The people on Institutional Investor's 2025 list of Hedge Fund Rising Stars are doing everything from navigating post-Soviet economic lessons to decoding market risk to rewriting the future of hedge funds. Some work for legendary funds, others are bold entrepreneurs, some stars were friends from a college investing club — and all are contrarian.

This year, II honors ten “rising stars” who will help lead the industry through the current economic uncertainty and market turmoil and take on even more prominent roles as investors and managers get to the other side. On May 20, II published the stories of the first five rising stars, which can be found here. 
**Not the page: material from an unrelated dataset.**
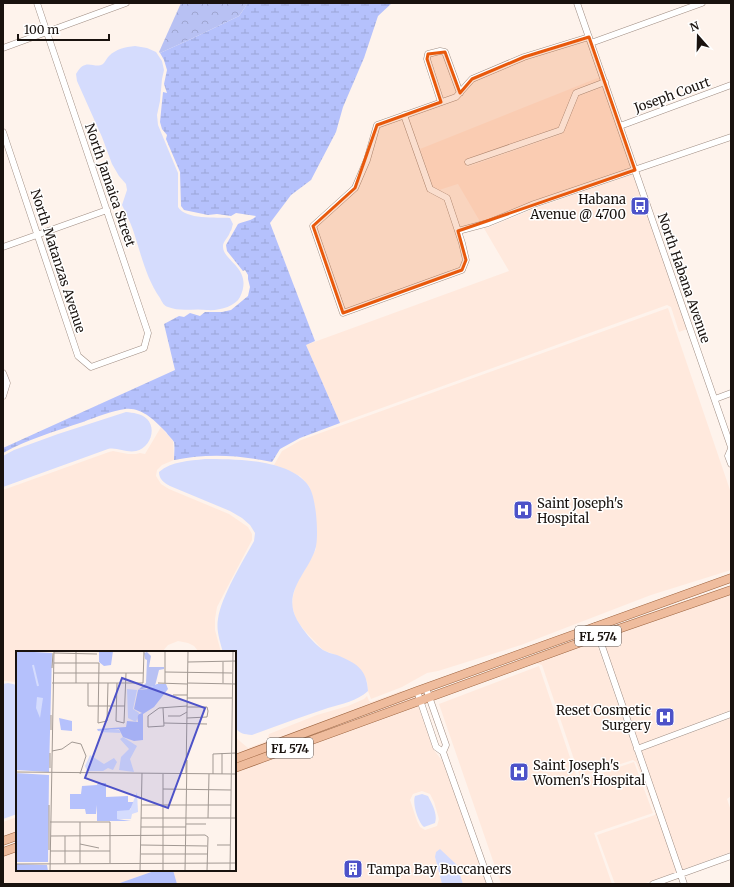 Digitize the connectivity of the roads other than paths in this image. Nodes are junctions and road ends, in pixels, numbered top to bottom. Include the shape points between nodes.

This week, II completes its “rising stars” list with five more people who will ultimately help reshape the industry for the next generation: Agata Dornan, Dan McMurtrie, and Dan Rasmussen run their own funds — all with quite distinct and successful strategies. Steve Secundo and Matthew Sharp work at two of the world’s largest and most successful funds: Bridgewater Associates and Viking Global Investors, respectively. 

The Rising Stars will be honored at the Allocators’ Choice Awards on September 18 at the Mandarin Oriental in New York City. You can register here. Last week II named the 2025 finalists for Endowment/Foundation CIO of the Year, Health Care System CIO of the Year, Public Pension CIO of the Year, and the Award for Leadership and Vision. 

 

Agata Dornan, Chepstow Lane Capital 

European credit is not typically a popular hedge fund strategy. Seldom has that been more true than when Agata Dornan left Soros Fund Management and started her own hedge fund, Chepstow Lane.


“We launched in one of the trickiest fundraising environments, when no one wanted to allocate to European credit because we were launching eight months after the invasion of Ukraine,” she explains.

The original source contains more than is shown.